Для нее неожиданной новостью было то, что она не боялась вида убитого животного. Она ожидала от себя чего угодно, что будет плакать, как над щенками, что испугается крови, но только не спокойного наблюдения. В тот вечер она снова засыпала с трудом, хотя казалось бы – все разрешилось и никаких страхов больше быть не могло. То ли так поразило Наташу то, что она смотрела на козочку, как Ира, с интересом, то ли сам факт – снова смерть на ее глазах, а ей это почти безразлично. Хотелось верить, что все это значит, что она становится сильнее не только физически, привыкая к суровым условиям и погоде здешних мест, но и в душе. Но терять способность плакать над щенками ей не хотелось.

Как раньше и решила, от мяса Наташа отказалась.

– Издевается, что ли? – вздыхала тетя Зоя. – То все мать плачет, что не досыта ее кормим и голодает, а то вдруг борьбу за права животных начала, опомнилась.

Бабушка ничего не возражала и Наташу не уговаривала.

На другой день, когда Наташа одна пошла в амбар, там оказалась Ира. Она стояла возле оставленной в стороне козьей головы – видимо, «никак не могла успокоиться», как говорила бабушка, когда Ира еще спрашивала отца, точно ли убьют козу. Ира не нравилась Наташе своей жестокой бездумностью. Казалось, она готова сделать все что угодно от скуки, совсем не понимая, причиняет ли она этим кому-то боль.

– Найда-трусиха, – пропела Ира, заметив Наташу, и стала прогуливаться по амбару, рассматривая курочек, – ее обычное занятие, когда становилось скучно, ходить и просто искать, на что посмотреть и что интересного найти в привычных вещах.

Наташа ссыпала зерно в лотки, откуда куры клевали, и старалась не слушать, как Ира подбирает какие-то рифмы к ее кличке.

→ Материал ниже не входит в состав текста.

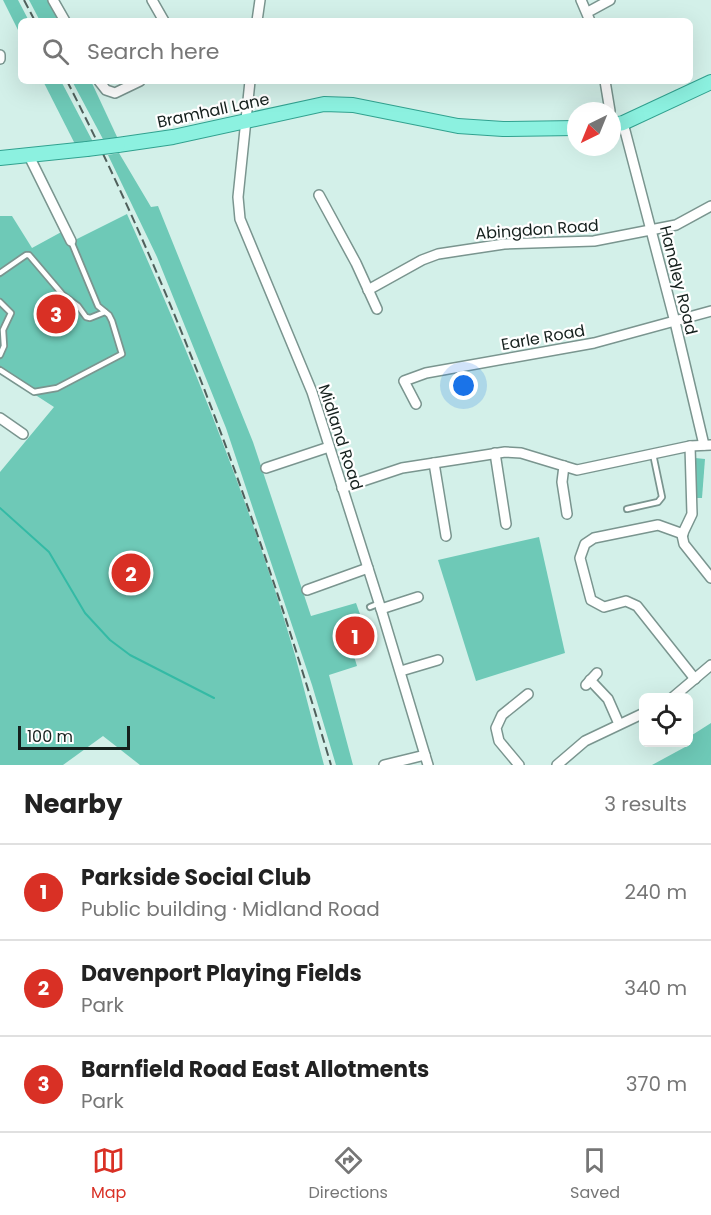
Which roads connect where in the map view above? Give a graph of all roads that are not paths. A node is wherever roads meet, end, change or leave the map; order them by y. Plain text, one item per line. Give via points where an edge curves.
1 (53, 0) edge
2 (152, 0) edge
3 (260, 0) edge
4 (581, 0) edge
5 (609, 0) edge
6 (589, 16) edge
7 (63, 18) edge
8 (162, 18) edge
9 (257, 18) edge
10 (711, 82) edge
11 (101, 84) edge
12 (134, 84) edge
13 (250, 84) edge
14 (606, 84) edge
15 (608, 102) edge
16 (244, 120) junction
17 (621, 120) edge
18 (567, 128) edge
19 (621, 141) edge
20 (29, 156) junction
21 (0, 158) edge
22 (319, 195) dead end
23 (711, 206) edge
24 (651, 230) junction
25 (71, 241) joint
26 (0, 273) edge
27 (368, 290) junction
28 (0, 302) edge
29 (377, 309) dead end
30 (711, 311) edge
31 (105, 312) junction
32 (675, 322) junction
33 (0, 355) edge
34 (0, 370) edge
35 (416, 404) dead end
36 (0, 418) edge
37 (23, 434) dead end
38 (707, 445) edge
39 (690, 446) junction
40 (329, 447) junction
41 (495, 453) junction
42 (653, 454) junction
43 (434, 463) junction
44 (564, 466) junction
45 (266, 468) dead end
46 (342, 488) junction
47 (627, 509) dead end
48 (567, 514) dead end
49 (507, 524) dead end
50 (683, 534) junction
51 (446, 536) dead end
52 (368, 568) junction
53 (711, 578) edge
54 (307, 590) dead end
55 (418, 597) dead end
56 (380, 606) junction
57 (370, 607) dead end
58 (438, 660) dead end
59 (711, 665) edge
60 (401, 671) junction
61 (591, 679) dead end
62 (695, 679) junction
63 (678, 693) edge
64 (528, 694) dead end
65 (639, 715) edge
66 (619, 724) junction
67 (427, 760) edge
68 (384, 765) edge
69 (519, 765) edge
70 (557, 765) edge

1 - 7 street
2 - 8 street
3 - 9 street
4 - 6 street
5 - 6 street
10 - 17 main road
11 - 12 street via 115,93
13 - 16 street, Midland Road
14 - 15 street
16 - 18 main road, Bramhall Lane via 324,104 353,105 458,126
16 - 20 main road, Bramhall Lane, bridge via 173,137
16 - 40 street, Midland Road via 240,219 312,392
19 - 24 street, Handley Road
20 - 21 main road, Bramhall Lane
20 - 25 street
22 - 27 street
23 - 24 street, Abingdon Road via 676,225
24 - 27 street, Abingdon Road via 594,242 504,244 438,254
24 - 32 street, Handley Road
25 - 31 lane via 98,306
26 - 31 lane via 29,255 86,317
27 - 29 street
28 - 33 lane via 11,313 3,330
30 - 32 street, Earle Road
31 - 34 lane via 112,321 122,354 57,388 34,392
32 - 35 street, Earle Road via 594,343 412,378 404,381
32 - 38 street, Handley Road via 689,395
36 - 37 street
38 - 39 street
39 - 42 street
39 - 50 street via 692,514
40 - 45 street
40 - 46 street, Midland Road
41 - 43 street
41 - 44 street via 521,453
41 - 49 street
42 - 44 street via 577,470
42 - 47 lane via 662,497 658,502
43 - 46 street via 402,468
43 - 51 street
44 - 48 street
46 - 52 street, Midland Road
50 - 53 street via 684,544
50 - 62 street via 658,525 599,537 585,544 580,558 591,600 604,607 626,601 637,606
52 - 54 street
52 - 56 street, Midland Road
55 - 56 street
56 - 57 lane
56 - 60 street, Midland Road
58 - 60 street
59 - 62 street
60 - 67 street, Midland Road
61 - 66 street via 608,699
62 - 63 street
64 - 69 street via 502,715 496,728 499,741
65 - 66 street
66 - 70 street via 585,741
67 - 68 street

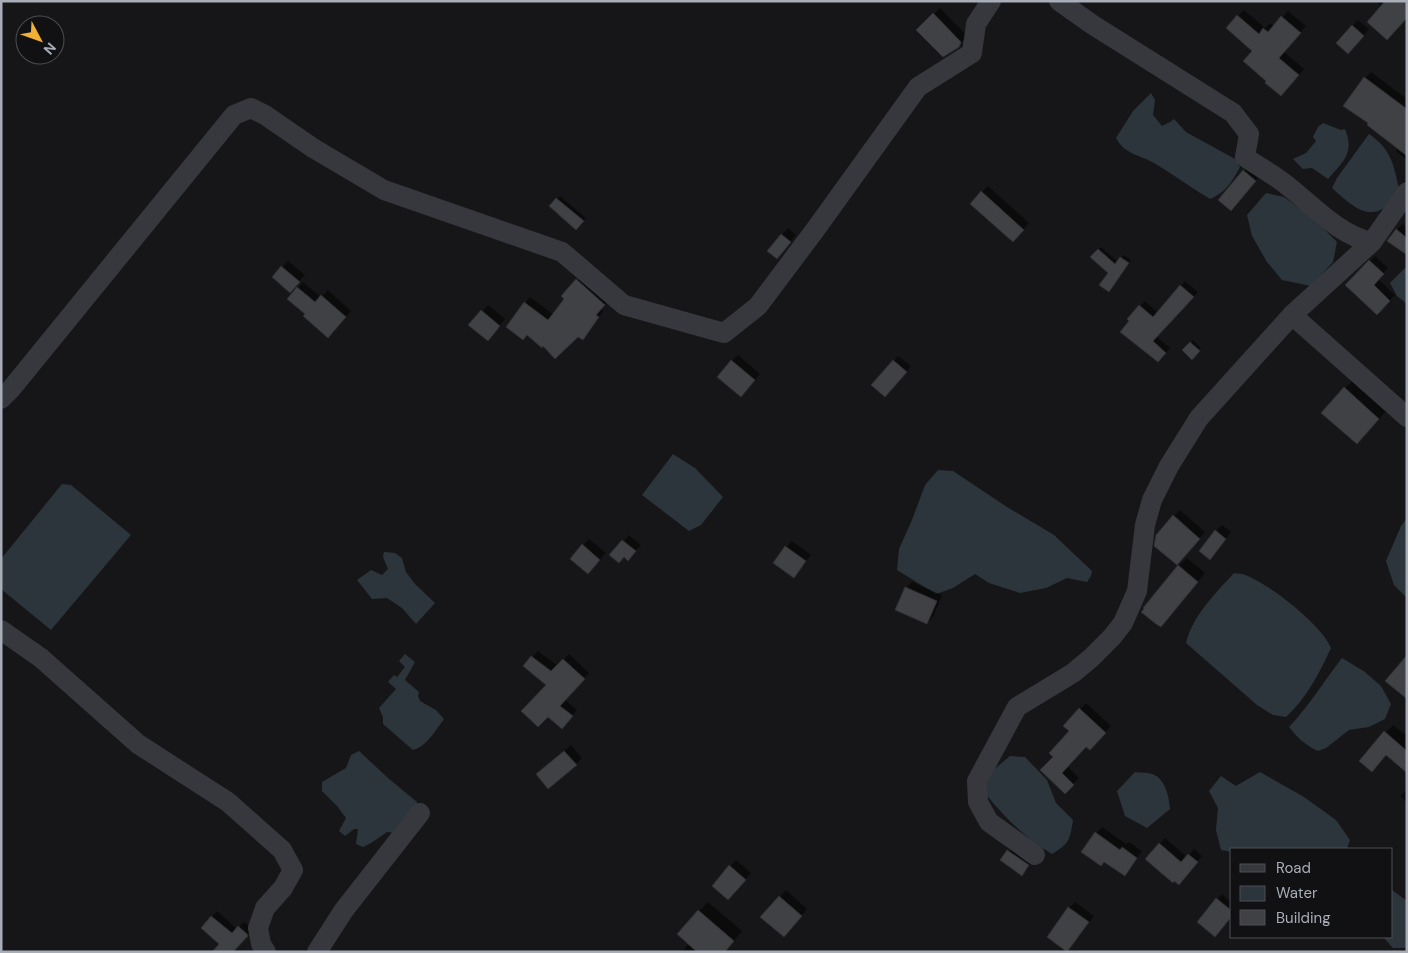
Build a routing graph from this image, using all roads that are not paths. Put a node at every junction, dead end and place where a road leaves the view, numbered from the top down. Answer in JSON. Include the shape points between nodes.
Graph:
{"nodes":[{"id":1,"x":991,"y":1,"type":"edge"},
{"id":2,"x":1060,"y":1,"type":"edge"},
{"id":3,"x":1407,"y":192,"type":"edge"},
{"id":4,"x":1372,"y":242,"type":"junction"},
{"id":5,"x":1292,"y":315,"type":"junction"},
{"id":6,"x":1,"y":398,"type":"edge"},
{"id":7,"x":1407,"y":417,"type":"edge"},
{"id":8,"x":1,"y":630,"type":"edge"},
{"id":9,"x":420,"y":813,"type":"dead end"},
{"id":10,"x":1034,"y":855,"type":"dead end"},
{"id":11,"x":266,"y":952,"type":"edge"},
{"id":12,"x":317,"y":952,"type":"edge"}],
"edges":[{"from":1,"to":6,"type":"street","via":[[976,24],[972,53],[918,87],[758,306],[724,333],[624,305],[562,252],[384,190],[251,108],[234,115]]},
{"from":2,"to":4,"type":"street","via":[[1233,113],[1249,134],[1245,157],[1280,180],[1325,218],[1361,240]]},
{"from":3,"to":4,"type":"street"},
{"from":4,"to":5,"type":"street"},
{"from":5,"to":7,"type":"street"},
{"from":5,"to":10,"type":"street","via":[[1199,418],[1168,466],[1145,524],[1137,591],[1123,623],[1079,668],[1017,707],[977,781],[978,802],[989,822]]},
{"from":8,"to":11,"type":"street","via":[[41,658],[138,744],[228,802],[282,850],[293,870],[283,888],[265,908],[258,928]]},
{"from":9,"to":12,"type":"street","via":[[344,910]]}]}
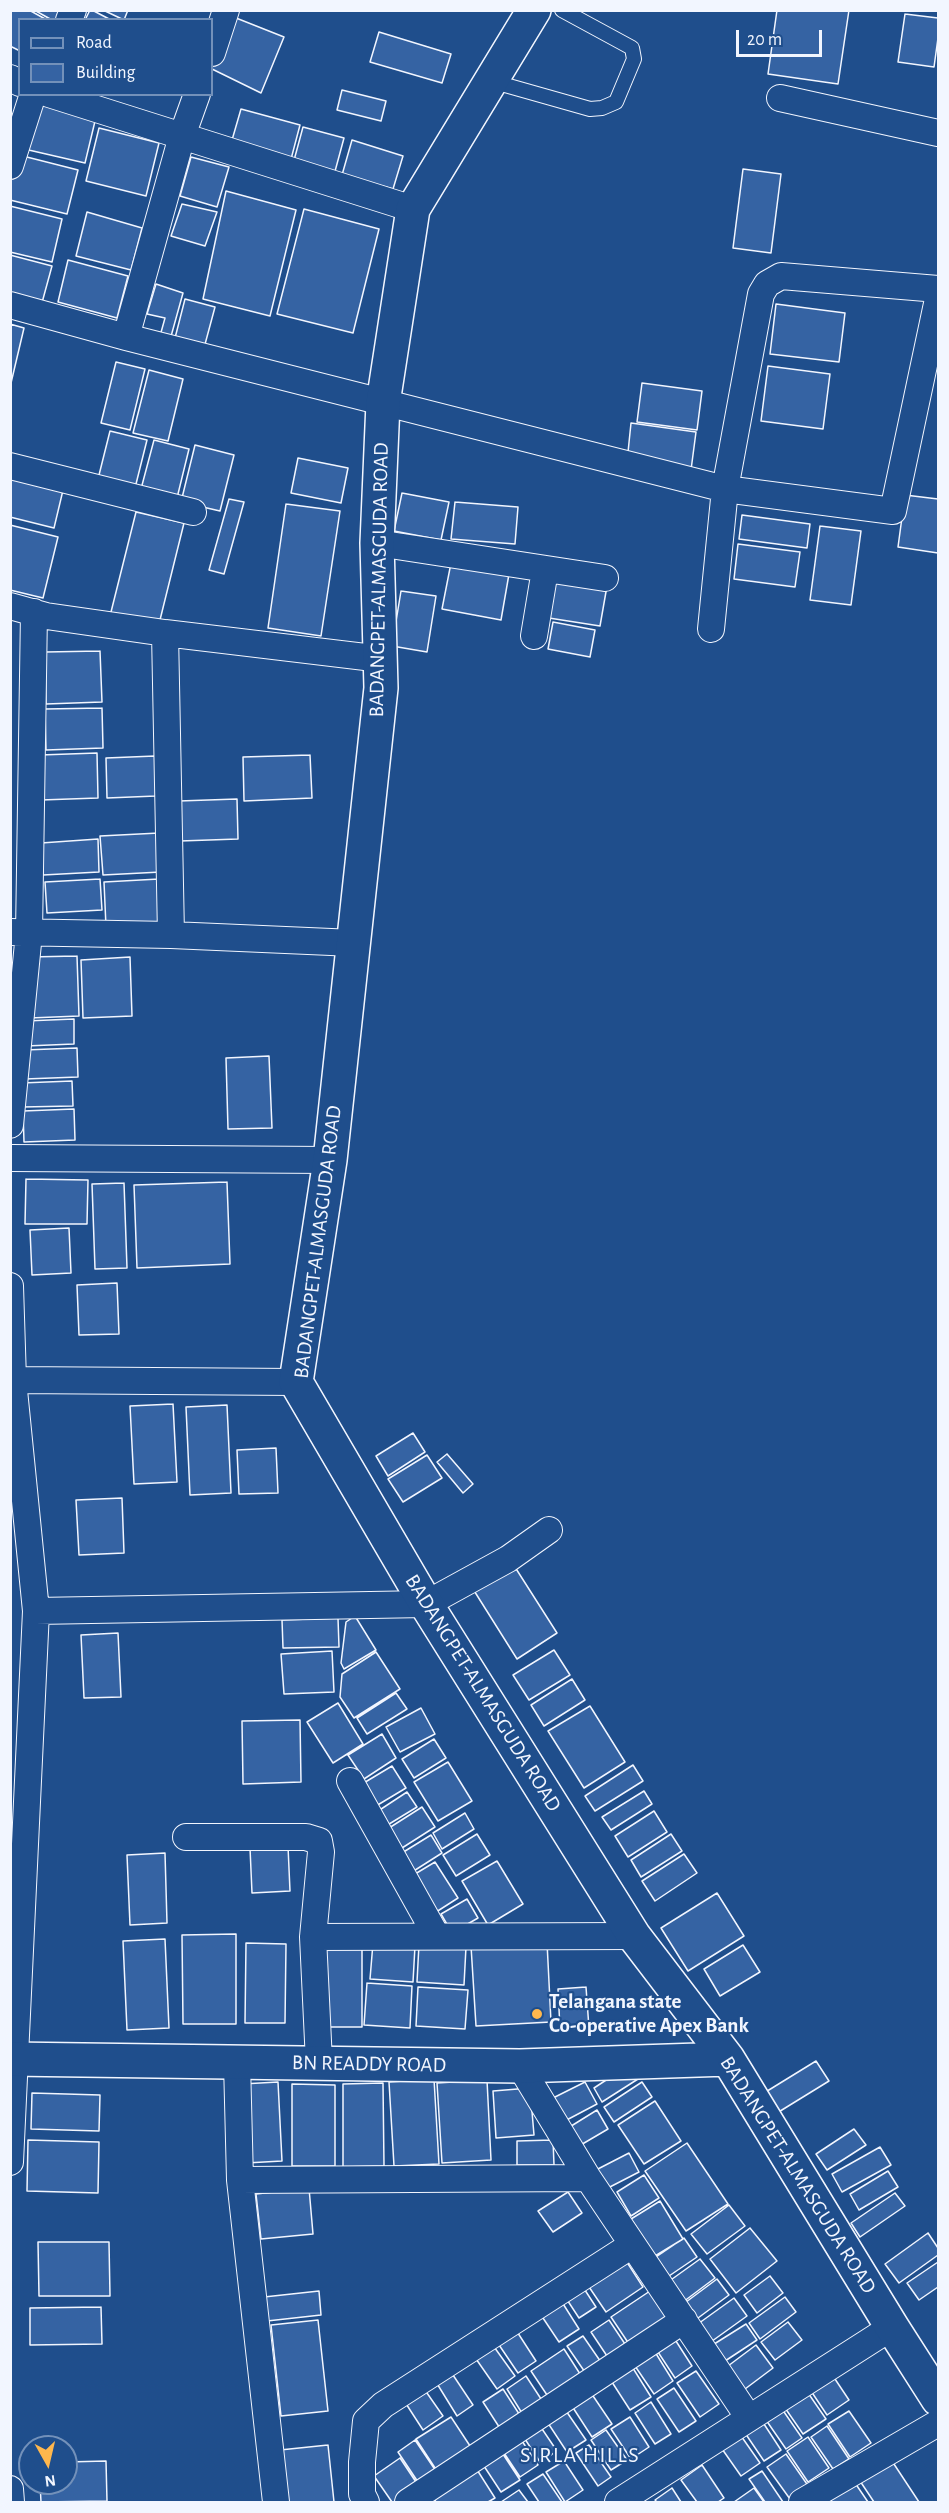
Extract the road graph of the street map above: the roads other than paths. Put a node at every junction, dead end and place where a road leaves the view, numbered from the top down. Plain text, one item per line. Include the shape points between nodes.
1 (226, 10) edge
2 (534, 10) edge
3 (562, 10) edge
4 (213, 50) edge
5 (491, 81) junction
6 (32, 96) edge
7 (55, 96) edge
8 (196, 96) edge
9 (780, 98) dead end
10 (939, 134) edge
11 (182, 136) junction
12 (10, 166) edge
13 (413, 209) junction
14 (939, 289) edge
15 (939, 299) edge
16 (10, 305) edge
17 (126, 337) junction
18 (383, 403) junction
19 (10, 466) edge
20 (725, 489) junction
21 (193, 512) dead end
22 (377, 543) junction
23 (545, 570) junction
24 (605, 578) dead end
25 (22, 609) edge
26 (711, 629) dead end
27 (165, 633) junction
28 (534, 636) dead end
29 (381, 659) junction
30 (20, 933) edge
31 (171, 935) junction
32 (354, 943) junction
33 (10, 1125) edge
34 (10, 1158) edge
35 (330, 1160) junction
36 (10, 1286) edge
37 (13, 1380) junction
38 (296, 1382) junction
39 (17, 1487) edge
40 (549, 1530) dead end
41 (426, 1604) junction
42 (36, 1611) junction
43 (350, 1781) dead end
44 (186, 1837) dead end
45 (436, 1935) junction
46 (634, 1935) junction
47 (313, 1937) junction
48 (14, 2059) edge
49 (728, 2059) junction
50 (319, 2062) junction
51 (237, 2063) junction
52 (520, 2066) junction
53 (10, 2162) edge
54 (588, 2178) junction
55 (240, 2180) junction
56 (632, 2245) junction
57 (684, 2320) junction
58 (892, 2327) junction
59 (939, 2399) edge
60 (749, 2418) junction
61 (939, 2422) edge
62 (10, 2489) edge
63 (12, 2502) edge
64 (276, 2502) edge
65 (366, 2502) edge
66 (408, 2502) edge
67 (618, 2502) edge
68 (805, 2502) edge

1 - 4 street
2 - 5 street, BADANGPET-ALMASGUDA ROAD
3 - 5 lane via 632,48 634,59 616,102 590,109
5 - 13 street, BADANGPET-ALMASGUDA ROAD
6 - 12 street
7 - 11 street
8 - 11 street
9 - 10 street
11 - 13 street
11 - 17 street
13 - 18 street, BADANGPET-ALMASGUDA ROAD
14 - 20 street via 781,276 767,284 761,294
15 - 20 street via 892,511
16 - 17 street
17 - 18 street
18 - 20 street
18 - 22 street, BADANGPET-ALMASGUDA ROAD
19 - 21 street
20 - 26 street
22 - 23 street
22 - 29 street, BADANGPET-ALMASGUDA ROAD
23 - 24 street
23 - 28 street
25 - 27 street
25 - 30 street
27 - 29 street
27 - 31 street
29 - 32 street, BADANGPET-ALMASGUDA ROAD
30 - 31 street
30 - 33 street
31 - 32 street
32 - 35 street, BADANGPET-ALMASGUDA ROAD
34 - 35 street
35 - 38 street, BADANGPET-ALMASGUDA ROAD
36 - 37 street
37 - 38 street
37 - 39 street
38 - 41 street, BADANGPET-ALMASGUDA ROAD
39 - 42 street
40 - 41 street via 508,1559
41 - 42 street
41 - 46 street, BADANGPET-ALMASGUDA ROAD
42 - 48 street
43 - 45 street
44 - 47 street via 306,1837 319,1841
45 - 46 street
45 - 47 street
46 - 49 street, BADANGPET-ALMASGUDA ROAD
47 - 50 street
48 - 51 street, BN READDY ROAD
48 - 53 street
49 - 52 street, BN READDY ROAD
49 - 58 street, BADANGPET-ALMASGUDA ROAD
50 - 51 street, BN READDY ROAD
50 - 52 street, BN READDY ROAD
51 - 55 street
52 - 54 street
54 - 55 street
54 - 56 street
55 - 64 street
56 - 57 street
56 - 65 street via 383,2405 366,2421 362,2462 362,2494
57 - 60 street
57 - 66 street
58 - 59 street, BADANGPET-ALMASGUDA ROAD
58 - 60 street
60 - 67 street
61 - 68 street
62 - 63 street

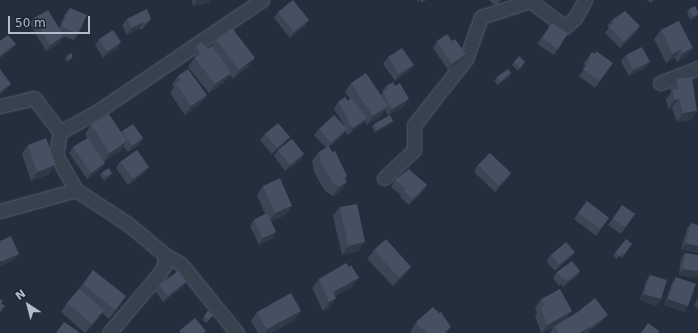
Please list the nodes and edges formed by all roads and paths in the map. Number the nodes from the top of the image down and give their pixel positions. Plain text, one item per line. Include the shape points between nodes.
1 (262, 0) edge
2 (530, 0) edge
3 (585, 0) edge
4 (698, 68) edge
5 (660, 83) dead end
6 (0, 106) edge
7 (60, 132) junction
8 (384, 178) dead end
9 (76, 190) junction
10 (0, 211) edge
11 (165, 255) junction
12 (109, 333) edge
13 (237, 333) edge

1 - 7 street via 98,111
2 - 3 street via 565,27 575,18
2 - 8 street via 481,17 466,59 414,125 414,150
4 - 5 street
6 - 7 street via 34,98
7 - 9 street via 56,155
9 - 10 street
9 - 11 street via 128,224
11 - 12 street via 164,266 159,274
11 - 13 street via 181,264

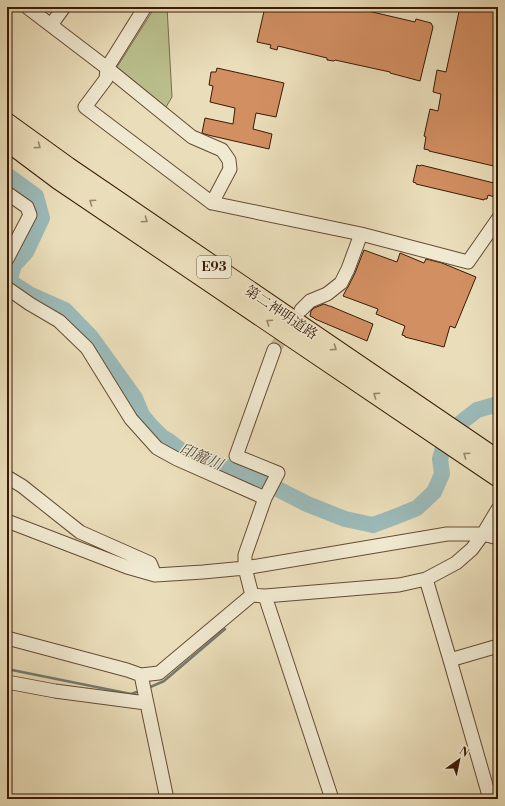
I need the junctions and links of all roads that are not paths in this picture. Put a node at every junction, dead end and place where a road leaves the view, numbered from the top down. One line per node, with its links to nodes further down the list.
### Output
1 (27, 7): 4 (street)
2 (64, 7): 4 (street)
3 (145, 7): 5 (street)
4 (51, 25): 5 (street)
5 (107, 68): 9 (street); 9 (street)
6 (7, 123): 16 (highway, 第二神明道路 / E93, one-way to 16)
7 (7, 142): 16 (highway, 第二神明道路 / E93, one-way to 7)
8 (7, 193): 12 (street)
9 (212, 203): 11 (street)
10 (498, 219): 11 (street)
11 (361, 234): 14 (street)
12 (7, 259)
13 (7, 288): 20 (street)
14 (301, 310)
15 (274, 350): 20 (street)
16 (416, 413): 17 (highway, 第二神明道路 / E93); 19 (highway, 第二神明道路 / E93, one-way to 16)
17 (498, 460)
18 (7, 477): 26 (street)
19 (498, 477)
20 (266, 498): 25 (street)
21 (498, 509): 23 (street)
22 (7, 521): 26 (street)
23 (483, 534): 24 (street); 25 (street); 27 (street)
24 (498, 538)
25 (245, 568): 26 (street); 28 (street)
26 (155, 575)
27 (426, 580): 29 (street); 32 (street)
28 (252, 595): 29 (street); 33 (street)
29 (265, 596): 37 (street)
30 (7, 638): 33 (street)
31 (498, 646): 32 (street)
32 (450, 660): 38 (street)
33 (141, 675): 35 (street)
34 (7, 682): 35 (street)
35 (146, 703): 36 (street)
36 (167, 799)
37 (332, 799)
38 (490, 799)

– А ты спряталась, испугалась? – неожиданно повернулась к ней Ира.

Вот оно что. Видимо, с козой она все-таки решила ее достать, и тему эту не отпускать, пока не добьется чего-то обидного для Наташи.

– А что тут смотреть, – тихо откликнулась та.

– Трусиха!

Наташа решила не отвечать. Тогда Ира, подпрыгнув как мячик к голове козы, лежавшей на свернутом полиэтилене на скамейке, на которую обычно садилась бабушка, пока доила, изловчилась и ногой пнула ее прямо к Наташе. Голова прокатилась и ударилась о галоши девочки – Ирины старые, которые бабушка нашла ей в кладовке, чтоб ходить по дождю и утром по росе.

К удивлению Иры, Наташа не закричала, не подняла панику. Такая робкая среди людей, она словно не испугалась страшной морды убитого животного, как испугалась бы, если б ее обступили и стали над ней смеяться Ира и Таня. В нерешительности замерев, Ира наблюдала, как Наташа переводит взгляд на козью голову. Наташе и правда не было страшно. Она наклонилась и подняла ее.

– Ты чего? Фу! – взвизгнула Ира. Наташа обернулась и вдруг шагнула к ней.

Ира попятилась.

– Положи эту мерзость! – крикнула она.

– Я и кладу.

Наташа спокойно прошла и установила голову там, откуда ее спихнула Ира. А потом молча вышла. Ни противно, ни гадко ей не было. Она не понимала, как Ира могла за столько лет ни разу не держать в руках головы убитого животного, если здесь они умирали на каждом шагу. Для Наташи даже не важно было, что ей удалось на какой-то миг напугать ее. Девочка начинала замечать, что чувства ее постепенно становятся другими. Страх все чаще бывал инстинктивным, неосознанным. Животным, не поддающимся логике, когда она заранее чувствовала, в какой момент на нее закричат, угадывала уже по мимике, жестам. В то же время бояться пустого дома с его шумами и скрежетом половиц она совсем перестала. Как и этой козы. Куда страшнее было, когда дядя, начиная наступать на нее, шипел сквозь зубы…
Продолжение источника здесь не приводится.